She said this in such imperious tones that the cadi, at other times a proud man, and a high dignitary of the viceroy's court, could not but obey her, and stepped out and delivered her command to one of his officers. He then returned to Sitta Nefysseh.

"I have orders to leave a guard in your house," said he.

"Then do so," said she, quietly. "The viceroy is master over us all, and it seems there is no law here in Cairo but his will. Obey him, therefore. Leave a guard in my house."

He seemed not to notice the mockery in her words, and bowed in silence.

"No one may enter or leave your house during your absence."

"Why do you say this to me? Say it to those who may desire to leave it after I have gone, and who may be alarmed. I am not alarmed; my conscience does not accuse me. My carriage is ready-let us go. I trust, however, that the viceroy does not require me to appear before him alone; it is becoming that Mourad's Bey's widow should be accompanied by her women when she goes out."

"I am not instructed to refuse such a request; yet, there must not be more of them than your carriage will contain."

"Two of my servants will accompany me," said she. Without once looking back into the room, or manifesting any fear or anxiety whatever, she stepped out into the vestibule, and, beckoning to two of the weeping women who had assembled about her, commanded them to follow her. "You others need fear nothing," said she with perfect composure. "The cadi leaves his guards here to protect you, against whom I know not, but certainly against someone." Taking leave of her servants with a kindly nod, and drawing her veil more closely about her, she walked proudly out into the court-yard to the carriage.

Almost ashamed of his errand, the cadi followed and assisted her in entering the carriage, closing the door after her. The carriage drove off rapidly, accompanied by the cadi and his officers, while another body of men remained in charge of the house.

Sitta Nefysseh leaned back against the cushions while the carriage rolled through the streets, her thoughts far distant from her present surroundings.

"I thank thee, Allah, that he is saved!" she murmured to herself. "I thank thee! He would have been excited to ungovernable wrath, and he would have been punished and imprisoned as a rebel. I have saved him! What have I now to fear? Let the worst befall, provided only that he be safe!"

The carriage moved slowly up the Muskj Street, through dense crowds of people. It was market day, and the street was thronged with people, who complained so loudly of the intruding carriage and horsemen that Sitta Nefysseh, aroused from her meditations, leaned forward and drew the window curtains aside.
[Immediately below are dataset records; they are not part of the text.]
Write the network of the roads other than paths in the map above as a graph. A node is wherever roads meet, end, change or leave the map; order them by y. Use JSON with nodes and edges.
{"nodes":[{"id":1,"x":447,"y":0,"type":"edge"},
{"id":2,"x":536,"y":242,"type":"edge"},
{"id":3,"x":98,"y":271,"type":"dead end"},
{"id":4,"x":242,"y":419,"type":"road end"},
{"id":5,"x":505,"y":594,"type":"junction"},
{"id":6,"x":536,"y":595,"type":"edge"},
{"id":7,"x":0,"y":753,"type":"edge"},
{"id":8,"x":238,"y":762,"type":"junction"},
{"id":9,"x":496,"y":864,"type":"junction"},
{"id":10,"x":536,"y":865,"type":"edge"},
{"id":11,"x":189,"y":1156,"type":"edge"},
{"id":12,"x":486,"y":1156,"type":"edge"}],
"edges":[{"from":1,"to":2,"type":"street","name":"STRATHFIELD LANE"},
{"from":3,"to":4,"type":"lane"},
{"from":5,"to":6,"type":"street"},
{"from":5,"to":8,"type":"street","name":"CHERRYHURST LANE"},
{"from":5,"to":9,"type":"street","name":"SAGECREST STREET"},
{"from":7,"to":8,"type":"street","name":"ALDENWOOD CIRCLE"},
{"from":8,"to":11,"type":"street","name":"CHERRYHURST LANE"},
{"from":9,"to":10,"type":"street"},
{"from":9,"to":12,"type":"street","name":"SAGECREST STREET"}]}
The people, who in their wrath had not observed that the cadi and his officers constituted the escort of the carriage, now became silent as they saw the woman at the window, and peered in with curiosity.

Sitta Nefysseh raised her veil and displayed her countenance to the multitude. "It is Sitta Nefysseh, Mourad Bey's widow!" resounded in the street. The cry was repeated until the gaze of all became fixed on the carriage in astonishment. "What does it mean?"
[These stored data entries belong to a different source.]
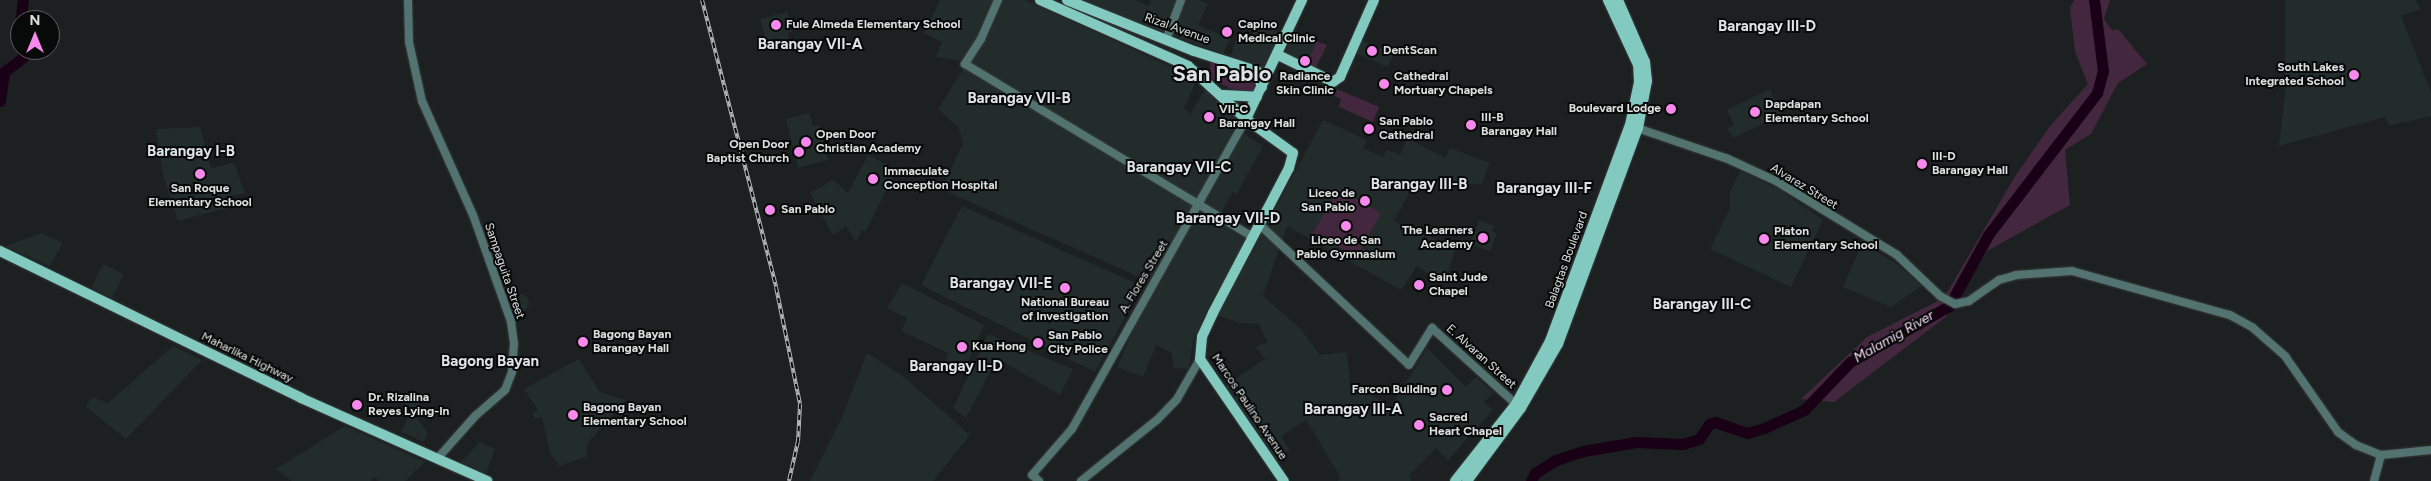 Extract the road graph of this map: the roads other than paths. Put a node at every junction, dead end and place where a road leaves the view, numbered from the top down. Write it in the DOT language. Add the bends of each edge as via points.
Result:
graph roads {
  1 [pos="408,0"];
  2 [pos="998,0"];
  3 [pos="1040,0"];
  4 [pos="1067,0"];
  5 [pos="1181,0"];
  6 [pos="1302,0"];
  7 [pos="1374,0"];
  8 [pos="1608,0"];
  9 [pos="1618,0"];
  10 [pos="1166,40"];
  11 [pos="1278,55"];
  12 [pos="1257,71"];
  13 [pos="1268,74"];
  14 [pos="1262,87"];
  15 [pos="1223,96"];
  16 [pos="1257,97"];
  17 [pos="1246,119"];
  18 [pos="1634,127"];
  19 [pos="1200,204"];
  20 [pos="1260,225"];
  21 [pos="1253,237"];
  22 [pos="0,252"];
  23 [pos="1200,359"];
  24 [pos="1518,406"];
  25 [pos="2431,450"];
  26 [pos="2381,455"];
  27 [pos="438,458"];
  28 [pos="1480,458"];
  29 [pos="487,481"];
  30 [pos="1039,481"];
  31 [pos="1081,481"];
  32 [pos="1284,481"];
  33 [pos="1455,481"];
  34 [pos="1467,481"];
  35 [pos="2374,481"];
  1 -- 27 [label="street, Sampaguita Street" via="409,42 422,101 460,185 511,322 514,343 512,372 505,390 476,415"];
  2 -- 19 [label="street" via="981,39 965,64"];
  3 -- 15 [label="main road" via="1188,66"];
  4 -- 10 [label="main road, Rizal Avenue"];
  5 -- 10 [label="street"];
  6 -- 11 [label="main road"];
  7 -- 11 [label="main road" via="1340,77 1333,82"];
  8 -- 18 [label="main road, Balagtas Boulevard" via="1638,64"];
  9 -- 18 [label="main road, Balagtas Boulevard" via="1646,62 1647,81"];
  10 -- 12 [label="main road, Rizal Avenue"];
  11 -- 13 [label="main road"];
  12 -- 13 [label="main road, Rizal Avenue"];
  12 -- 14 [label="main road"];
  13 -- 14 [label="main road"];
  14 -- 16 [label="main road"];
  15 -- 16 [label="main road"];
  15 -- 17 [label="main road"];
  16 -- 17 [label="main road"];
  17 -- 19 [label="street, A. Flores Street"];
  17 -- 20 [label="main road, Marcos Paulino Avenue" via="1291,149 1294,157"];
  18 -- 24 [label="main road, Balagtas Boulevard" via="1550,341"];
  18 -- 26 [label="street, Alvarez Street" via="1728,158 1776,181 1897,255 1940,296 1963,304 1999,280 2016,275 2072,271 2230,315 2253,328 2285,356 2338,432 2356,445"];
  19 -- 21 [label="street"];
  19 -- 30 [label="street, A. Flores Street" via="1072,429 1032,475"];
  20 -- 21 [label="main road, Marcos Paulino Avenue"];
  20 -- 24 [label="street, E. Alvaran Street" via="1408,365 1432,328"];
  21 -- 23 [label="main road, Marcos Paulino Avenue" via="1202,337"];
  22 -- 27 [label="main road, Maharlika Highway" via="301,398"];
  23 -- 31 [label="street" via="1177,399 1163,414"];
  23 -- 32 [label="main road, Marcos Paulino Avenue"];
  24 -- 28 [label="main road, Balagtas Boulevard"];
  25 -- 26 [label="street"];
  26 -- 35 [label="street"];
  27 -- 29 [label="main road, Maharlika Highway"];
  28 -- 33 [label="main road, Balagtas Boulevard"];
  28 -- 34 [label="main road, Balagtas Boulevard"];
}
Buying and selling were no longer thought of. The people followed the carriage, which moved slowly through the crowded street toward the viceroy's citadel, in dense masses. It was in vain that the cadi ordered them to disperse; in vain that the officers threatened them with drawn swords. They only pressed on in denser masses, increased by the people who came Rocking from their houses to see Mourad Bey's widow, who sat tranquilly in the carriage with her two women. Their destination was at last reached, and the gates of the citadel closed behind them. The people who had accompanied the carriage remained without, yelling and shrieking: "Sitta Nefysseh is imprisoned-let us liberate her!"

Sitta Nefysseh had left her carriage, and was now following the cadi, who walked in advance. Behind her came the two women, followed by the officers. Thus the procession moved in profound silence up the broad stairway and into the grand reception saloon.

"Be kind enough to wait here a moment," said the cadi.

He walked into the neat apartment. Sitta Nefysseh, who had again covered her face with her veil, stood proudly erect in the midst of the saloon. The two weeping women stepped nearer to their mistress, and asked if danger threatened her, and begged to be permitted to accompany her everywhere.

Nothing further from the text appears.